Astrocytes also mediate the formation of neurovascular unit through their processes, acting as a bridge between neurons and blood vessels. The astrocytic endfeet closely surround endothelial cells and pericytes, which is crucial for the structure of blood-brain barrier [15, 16]. By increasing tight junctions and reducing gap junctions, they can affect the integrity of blood-brain barrier. In addition, astrocytes can provide structural and metabolic support for neurons [17, 18], and play a vital role in regulating neuronal survival, morphology[3], axon growth [19], synapse formation [20], and the distribution of ion channels (Fig. 1). Through their receptors, astrocytes can assist in the activation of calcium ions by sensing changes in neurotransmitter or extracellular environment, leading to the release of neurotransmitters (such as glutamine), which in turn affects synaptic transmission [6, 11, 21]. Astrocytes are the main antigen-presenting cells in the brain, and their cell membranes exhibit major histocompatibility complexes.

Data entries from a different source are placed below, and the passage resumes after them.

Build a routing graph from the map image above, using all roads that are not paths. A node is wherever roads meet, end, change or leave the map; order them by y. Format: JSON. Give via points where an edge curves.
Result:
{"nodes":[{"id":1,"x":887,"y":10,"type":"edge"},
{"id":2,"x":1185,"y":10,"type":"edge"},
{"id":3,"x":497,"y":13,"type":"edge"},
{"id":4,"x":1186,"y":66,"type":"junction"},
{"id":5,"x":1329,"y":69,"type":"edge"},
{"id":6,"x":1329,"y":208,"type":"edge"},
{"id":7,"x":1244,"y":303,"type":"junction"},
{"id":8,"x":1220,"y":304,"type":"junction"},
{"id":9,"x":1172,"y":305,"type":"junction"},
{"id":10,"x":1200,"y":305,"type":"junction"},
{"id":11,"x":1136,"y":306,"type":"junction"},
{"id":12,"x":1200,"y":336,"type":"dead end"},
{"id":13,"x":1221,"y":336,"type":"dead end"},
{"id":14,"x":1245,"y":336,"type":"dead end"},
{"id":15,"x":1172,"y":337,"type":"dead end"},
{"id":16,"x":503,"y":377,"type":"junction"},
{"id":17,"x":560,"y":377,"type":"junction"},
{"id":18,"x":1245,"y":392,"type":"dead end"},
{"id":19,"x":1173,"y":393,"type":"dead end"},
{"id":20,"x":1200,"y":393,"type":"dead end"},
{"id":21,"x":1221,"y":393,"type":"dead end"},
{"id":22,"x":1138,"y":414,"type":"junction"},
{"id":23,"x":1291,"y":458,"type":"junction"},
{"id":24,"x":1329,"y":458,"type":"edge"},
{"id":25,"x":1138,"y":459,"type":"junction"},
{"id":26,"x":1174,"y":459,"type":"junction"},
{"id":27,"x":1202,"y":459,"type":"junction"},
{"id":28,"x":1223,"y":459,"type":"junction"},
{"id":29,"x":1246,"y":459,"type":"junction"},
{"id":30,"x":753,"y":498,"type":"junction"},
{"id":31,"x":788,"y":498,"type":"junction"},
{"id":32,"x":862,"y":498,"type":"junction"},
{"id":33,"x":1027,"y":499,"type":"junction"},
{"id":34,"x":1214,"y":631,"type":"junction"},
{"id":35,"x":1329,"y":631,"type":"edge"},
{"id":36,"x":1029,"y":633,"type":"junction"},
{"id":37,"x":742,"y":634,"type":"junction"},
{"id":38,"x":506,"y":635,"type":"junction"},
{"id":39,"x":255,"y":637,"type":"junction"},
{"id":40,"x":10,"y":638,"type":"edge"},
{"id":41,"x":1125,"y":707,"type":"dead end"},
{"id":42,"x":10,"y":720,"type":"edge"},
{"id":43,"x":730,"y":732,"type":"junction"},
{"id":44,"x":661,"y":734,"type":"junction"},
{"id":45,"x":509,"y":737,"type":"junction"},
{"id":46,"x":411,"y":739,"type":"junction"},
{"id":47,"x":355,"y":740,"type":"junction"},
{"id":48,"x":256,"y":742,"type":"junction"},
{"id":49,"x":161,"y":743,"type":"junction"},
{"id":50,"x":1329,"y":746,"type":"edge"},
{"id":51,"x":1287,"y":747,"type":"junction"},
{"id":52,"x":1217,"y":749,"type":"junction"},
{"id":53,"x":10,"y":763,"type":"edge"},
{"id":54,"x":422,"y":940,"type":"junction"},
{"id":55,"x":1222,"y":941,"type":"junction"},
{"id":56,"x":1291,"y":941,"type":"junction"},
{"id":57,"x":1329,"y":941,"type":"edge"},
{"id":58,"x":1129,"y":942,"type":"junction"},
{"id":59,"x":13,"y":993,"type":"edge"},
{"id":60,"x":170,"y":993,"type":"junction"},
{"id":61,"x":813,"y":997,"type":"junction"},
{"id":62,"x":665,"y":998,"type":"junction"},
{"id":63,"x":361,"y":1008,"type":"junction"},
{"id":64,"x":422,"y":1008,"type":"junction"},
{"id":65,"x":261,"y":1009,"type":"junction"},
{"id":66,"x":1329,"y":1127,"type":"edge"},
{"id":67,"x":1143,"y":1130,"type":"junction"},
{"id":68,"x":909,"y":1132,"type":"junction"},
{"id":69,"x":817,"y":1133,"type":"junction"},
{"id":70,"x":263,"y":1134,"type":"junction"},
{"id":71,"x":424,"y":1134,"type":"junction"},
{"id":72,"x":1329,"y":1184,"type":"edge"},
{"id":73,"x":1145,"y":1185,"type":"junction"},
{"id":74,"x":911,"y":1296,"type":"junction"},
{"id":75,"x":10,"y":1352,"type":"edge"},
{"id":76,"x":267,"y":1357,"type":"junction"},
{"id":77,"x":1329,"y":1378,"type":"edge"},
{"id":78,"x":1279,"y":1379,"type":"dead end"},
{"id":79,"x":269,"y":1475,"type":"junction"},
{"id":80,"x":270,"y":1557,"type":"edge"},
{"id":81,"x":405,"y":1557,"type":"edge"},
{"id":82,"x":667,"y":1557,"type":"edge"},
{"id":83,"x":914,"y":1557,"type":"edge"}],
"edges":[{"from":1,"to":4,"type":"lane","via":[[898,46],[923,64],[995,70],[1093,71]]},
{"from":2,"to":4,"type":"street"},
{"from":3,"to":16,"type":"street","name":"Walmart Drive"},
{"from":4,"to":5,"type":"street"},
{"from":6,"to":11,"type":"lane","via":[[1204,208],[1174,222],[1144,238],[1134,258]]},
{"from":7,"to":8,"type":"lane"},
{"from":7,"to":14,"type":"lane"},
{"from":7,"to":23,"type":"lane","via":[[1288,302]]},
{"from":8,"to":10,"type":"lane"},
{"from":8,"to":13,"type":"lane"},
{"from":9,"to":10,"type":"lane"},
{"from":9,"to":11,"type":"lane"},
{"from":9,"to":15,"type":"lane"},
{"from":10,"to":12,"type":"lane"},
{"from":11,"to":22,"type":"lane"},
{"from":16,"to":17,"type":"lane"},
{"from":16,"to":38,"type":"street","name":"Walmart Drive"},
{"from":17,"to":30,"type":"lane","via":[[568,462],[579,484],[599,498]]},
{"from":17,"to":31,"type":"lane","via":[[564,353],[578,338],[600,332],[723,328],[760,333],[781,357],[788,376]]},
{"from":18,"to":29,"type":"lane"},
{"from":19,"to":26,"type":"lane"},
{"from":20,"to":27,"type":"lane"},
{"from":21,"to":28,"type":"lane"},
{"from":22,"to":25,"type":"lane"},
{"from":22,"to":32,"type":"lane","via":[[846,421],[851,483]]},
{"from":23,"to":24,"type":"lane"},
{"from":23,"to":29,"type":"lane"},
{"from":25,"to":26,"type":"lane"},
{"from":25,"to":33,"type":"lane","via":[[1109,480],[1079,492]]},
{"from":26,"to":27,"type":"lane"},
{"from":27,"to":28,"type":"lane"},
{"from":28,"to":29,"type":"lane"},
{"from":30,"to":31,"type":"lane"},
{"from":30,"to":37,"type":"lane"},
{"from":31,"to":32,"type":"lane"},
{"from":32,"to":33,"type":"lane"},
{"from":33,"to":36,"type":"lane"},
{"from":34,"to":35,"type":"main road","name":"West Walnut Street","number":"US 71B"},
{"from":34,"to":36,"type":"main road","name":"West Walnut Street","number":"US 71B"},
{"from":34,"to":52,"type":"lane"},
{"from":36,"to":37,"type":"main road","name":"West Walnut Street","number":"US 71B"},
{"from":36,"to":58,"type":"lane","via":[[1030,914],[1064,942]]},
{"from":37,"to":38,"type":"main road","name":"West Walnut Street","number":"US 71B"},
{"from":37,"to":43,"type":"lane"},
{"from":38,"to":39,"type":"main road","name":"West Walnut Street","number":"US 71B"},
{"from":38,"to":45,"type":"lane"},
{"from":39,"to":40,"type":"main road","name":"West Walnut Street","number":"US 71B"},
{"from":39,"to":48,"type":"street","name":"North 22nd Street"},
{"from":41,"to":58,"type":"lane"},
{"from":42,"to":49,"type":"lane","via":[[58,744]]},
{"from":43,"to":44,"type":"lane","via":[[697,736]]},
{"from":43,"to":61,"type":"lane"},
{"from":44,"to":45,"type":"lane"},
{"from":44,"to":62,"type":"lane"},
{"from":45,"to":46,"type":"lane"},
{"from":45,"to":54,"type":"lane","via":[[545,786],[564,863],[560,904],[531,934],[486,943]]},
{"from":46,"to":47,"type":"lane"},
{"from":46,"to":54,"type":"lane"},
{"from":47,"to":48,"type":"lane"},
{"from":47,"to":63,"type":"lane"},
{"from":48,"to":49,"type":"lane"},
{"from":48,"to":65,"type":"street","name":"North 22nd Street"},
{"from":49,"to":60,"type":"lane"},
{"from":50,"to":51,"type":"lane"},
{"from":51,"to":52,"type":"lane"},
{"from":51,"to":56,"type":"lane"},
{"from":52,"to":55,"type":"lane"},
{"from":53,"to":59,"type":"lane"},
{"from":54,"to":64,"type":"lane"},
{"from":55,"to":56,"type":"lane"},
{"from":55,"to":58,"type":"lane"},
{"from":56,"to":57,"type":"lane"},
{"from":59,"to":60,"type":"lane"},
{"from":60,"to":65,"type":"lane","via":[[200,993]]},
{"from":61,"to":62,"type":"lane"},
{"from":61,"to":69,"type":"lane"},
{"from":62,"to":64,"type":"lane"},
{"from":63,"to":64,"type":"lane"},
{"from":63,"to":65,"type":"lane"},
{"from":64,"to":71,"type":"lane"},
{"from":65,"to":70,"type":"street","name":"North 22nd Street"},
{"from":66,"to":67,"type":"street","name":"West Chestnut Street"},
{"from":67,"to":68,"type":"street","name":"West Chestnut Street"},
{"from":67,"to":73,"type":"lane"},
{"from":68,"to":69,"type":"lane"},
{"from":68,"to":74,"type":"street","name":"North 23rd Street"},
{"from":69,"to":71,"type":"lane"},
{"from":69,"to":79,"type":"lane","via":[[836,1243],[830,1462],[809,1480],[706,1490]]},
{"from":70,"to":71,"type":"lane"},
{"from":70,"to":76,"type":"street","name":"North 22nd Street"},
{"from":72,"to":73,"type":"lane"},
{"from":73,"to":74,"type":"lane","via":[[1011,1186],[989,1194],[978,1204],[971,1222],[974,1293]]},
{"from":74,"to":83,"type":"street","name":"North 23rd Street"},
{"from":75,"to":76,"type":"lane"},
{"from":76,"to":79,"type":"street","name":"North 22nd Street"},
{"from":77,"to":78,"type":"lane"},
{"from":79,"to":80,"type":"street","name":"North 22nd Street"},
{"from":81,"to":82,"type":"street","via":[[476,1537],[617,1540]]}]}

The major histocompatibility complex (MHC) is known to function in antigen processing by combining and processing foreign antigens and providing them to T lymphocytes, which indicates that astrocytes may have some association with autoimmune diseases [22]. Recently researchers have found that in the process of ischemia and traumatic injuries, the pathophysiological changes in the CNS and neurodegeneration symptoms are mainly attributed to the loss of normal functions of astrocytes [23-25]. During brain insult or neurodegeneration process, astrocytes can respond to pathological changes by releasing extracellular molecules, such as neurotrophic factors (for example BDNF, VEGF and bFGF), inflammatory factors (including IL-1β, TNF-α and NO, etc.) and cytotoxins (such as Lcn2) through reactive astrogliosis. As a result, they play either a neuroprotective or neurotoxic role (such as provoking inflammation or increasing damages) in the CNS [23, 26].

It has been shown that the specific deletion of STAT3 in astrocytes can cause reactive gliosis, which leads to increased level of inflammation, tissue damage as well as compromised motor recovery after spinal cord injury [27-29]. Interestingly, some studies have shown that the activation of NF-κB in astrocytes contributes to the pathogenesis of CNS, and inhibition of this signaling pathway can limit tissue damage [30-32]. These findings suggest that astrocytes may play a protective role through STAT3 signaling pathways in some neurodegenerative lesions, while NF-κB signals may mediate neurotoxicity. In analogy to the “M1” and “M2” phenotype categories for macrophages, recent studies have reported that neural inflammation and ischemia can induce two types of reactive astrocytes, termed “A1” and “A2”, respectively [9, 10]. Gene transcriptome analysis of reactive astrocytes shows that A1 reactive astrocytes (A1s) can upregulate many classical complement cascade genes that are destructive to synapses, and secret neurotoxins that have not yet been well identified[9]. In contrast, A2 reactive astrocytes (A2s) can upregulate many neurotrophic factors [33-37], which can promote either the survival and growth of neurons or the synaptic repair (Table 1). Thus, A1s may have “harmful” features, while A2s may carry “useful” or repair functions (Fig. 2). So far, it remains unclear what the possible signaling pathways have been involved in inducing the phenotypes of A1s and A2s in the process of different initiating CNS injuries.

Recent studies have also shown that in occurrence and development of neurodegenerative diseases, the expression level of GFAP, Vimentin and calcium-binding protein S100β in astrocytes is increased [38]. Remarkably, for most patients with neurodegenerative disease, reactive astrocytes are ubiquitous in the CNS tissues [39, 40]. Further study on the role of reactive astrocytes in different types of neurodegenerative diseases, and their alteration of effects in different neurodegenerative states may shed light on future prevention and treatment of these diseases.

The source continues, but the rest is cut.